Payment Terms and Delivery
- The Buyer may pay the price of the Goods and any costs associated with the delivery of the Goods under the Purchase Agreement in the following ways:
- cashless transfer to the Seller's bank account No. 282300/5500, maintained at Raiffeisenbank Bank,
- cashless by credit card,
- cash on delivery of goods,
- in cash or by credit card upon personal collection at establishment,
- in in cash or by credit card upon personal collection at the dispatch office
- Along with the purchase price, the buyer is obliged to pay the seller the costs associated with the packaging and delivery of the goods in the agreed amount. Unless expressly stated otherwise below, the purchase price shall also include the costs associated with the delivery of the goods.
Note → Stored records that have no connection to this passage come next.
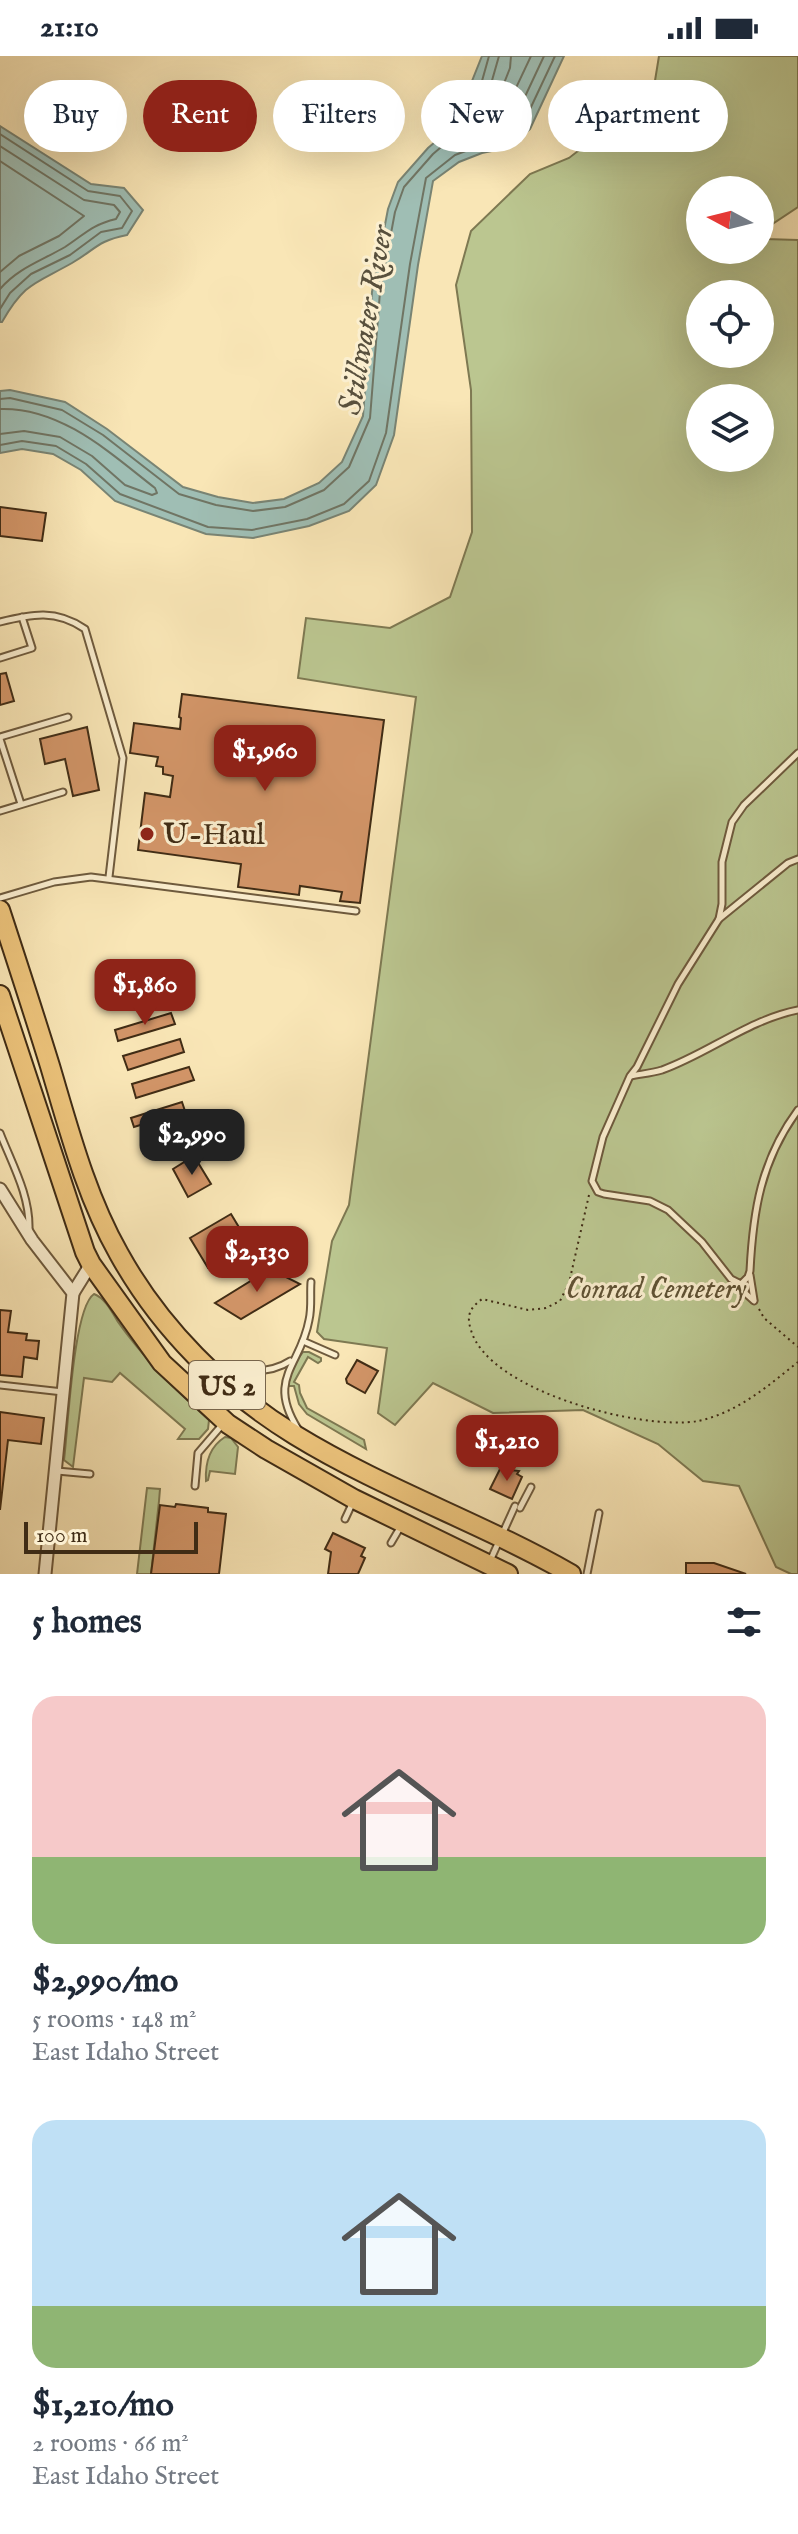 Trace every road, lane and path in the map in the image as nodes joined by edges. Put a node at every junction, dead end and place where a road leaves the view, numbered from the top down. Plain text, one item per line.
1 (22, 616) junction
2 (0, 622) edge
3 (0, 658) edge
4 (68, 717) dead end
5 (0, 738) edge
6 (798, 753) edge
7 (63, 792) dead end
8 (21, 804) junction
9 (0, 811) edge
10 (798, 859) edge
11 (109, 877) junction
12 (0, 898) edge
13 (0, 910) edge
14 (356, 911) dead end
15 (719, 919) junction
16 (0, 995) edge
17 (798, 1010) edge
18 (630, 1076) junction
19 (798, 1110) edge
20 (0, 1133) edge
21 (592, 1181) junction
22 (0, 1189) edge
23 (28, 1234) junction
24 (91, 1264) junction
25 (750, 1271) junction
26 (731, 1279) junction
27 (311, 1282) dead end
28 (73, 1293) junction
29 (754, 1301) junction
30 (303, 1341) junction
31 (798, 1347) edge
32 (335, 1355) dead end
33 (293, 1357) junction
34 (198, 1358) junction
35 (798, 1362) edge
36 (0, 1385) edge
37 (64, 1392) junction
38 (225, 1421) junction
39 (313, 1445) junction
40 (56, 1470) junction
41 (90, 1474) dead end
42 (195, 1486) dead end
43 (531, 1487) dead end
44 (354, 1499) junction
45 (599, 1513) dead end
46 (345, 1519) dead end
47 (402, 1524) junction
48 (500, 1539) junction
49 (391, 1543) dead end
50 (488, 1565) junction
51 (45, 1574) edge
52 (508, 1574) edge
53 (571, 1574) edge
54 (587, 1574) edge

1 - 2 lane
1 - 3 lane
1 - 11 lane
4 - 5 lane
5 - 8 lane
6 - 15 lane
7 - 8 lane
8 - 9 lane
10 - 15 lane
11 - 12 lane
11 - 14 lane
13 - 34 highway, US 2
15 - 18 lane
16 - 24 highway, US 2
17 - 18 lane
18 - 21 lane
19 - 25 lane
20 - 23 lane
21 - 26 lane
21 - 35 path
22 - 23 street
23 - 28 street
24 - 28 street
24 - 38 highway, US 2
25 - 26 lane
25 - 29 lane
26 - 29 lane
27 - 30 lane
28 - 37 street
29 - 31 path
30 - 32 lane
30 - 33 lane
33 - 34 lane
33 - 39 lane
34 - 39 highway, US 2
36 - 37 lane
37 - 40 street
38 - 42 lane
38 - 44 highway, US 2
39 - 48 highway, US 2
40 - 41 lane
40 - 51 street
43 - 48 lane
44 - 46 lane
44 - 47 highway, US 2
45 - 54 lane
47 - 49 lane
47 - 50 highway, US 2
48 - 50 lane
48 - 53 highway, US 2
50 - 52 highway, US 2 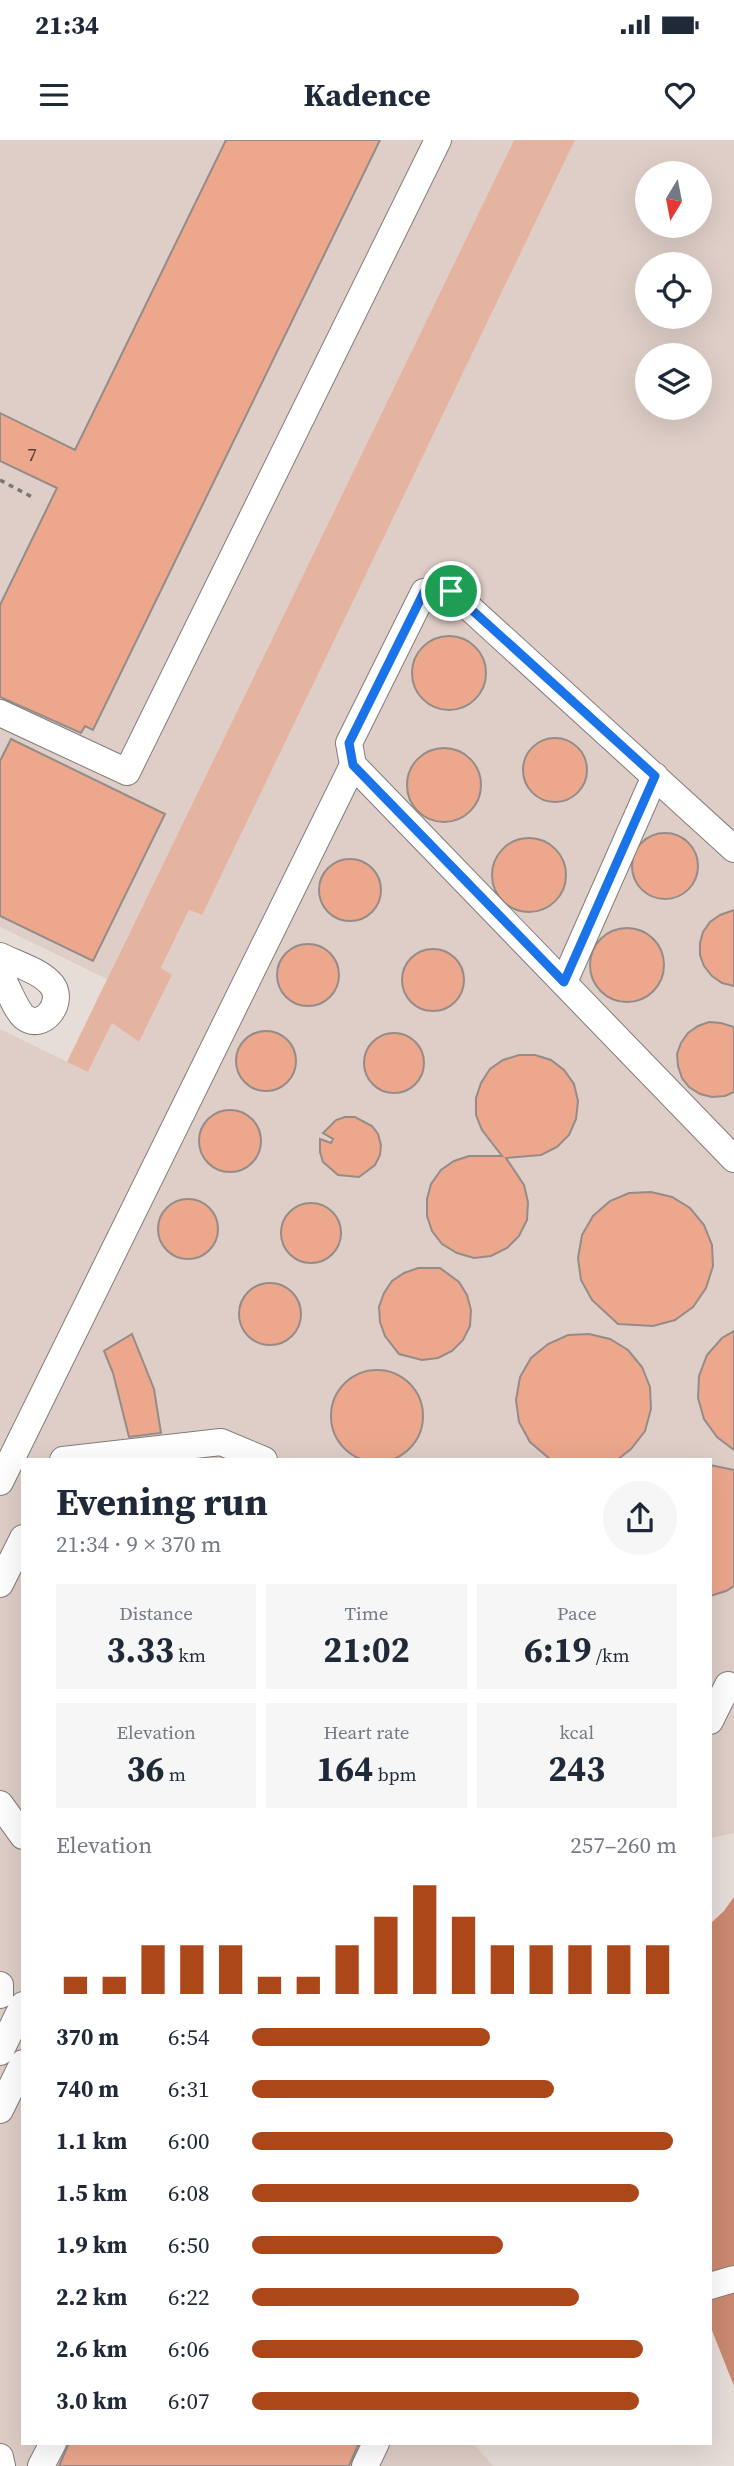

- In the case of payment in cash, the purchase price is payable upon receipt of the goods. In the case of cashless payment, the purchase price is due within .... days of the conclusion of the purchase contract.
- In the case of payment via a payment gateway, the buyer follows the instructions of the relevant electronic payment provider.
- In the case of non-cash payment, the Buyer's obligation to pay the purchase price is fulfilled at the moment of crediting the relevant amount to the Seller's bank account.
- The Seller does not require any advance payment or other similar payment from the Buyer in advance. Payment of the purchase price prior to shipment of the goods is not a deposit.
- Under the Sales Records Act, the Seller is required to issue a receipt to the Buyer. At the same time, he is obliged to register the received sales with the tax administrator online, in case of technical failure within 48 hours
- The goods are delivered to the buyer:
- to the address specified by the buyer in the order
- via the dispatch office to the address of the dispatch office, designated by the buyer,
- by personal collection in the seller's premises.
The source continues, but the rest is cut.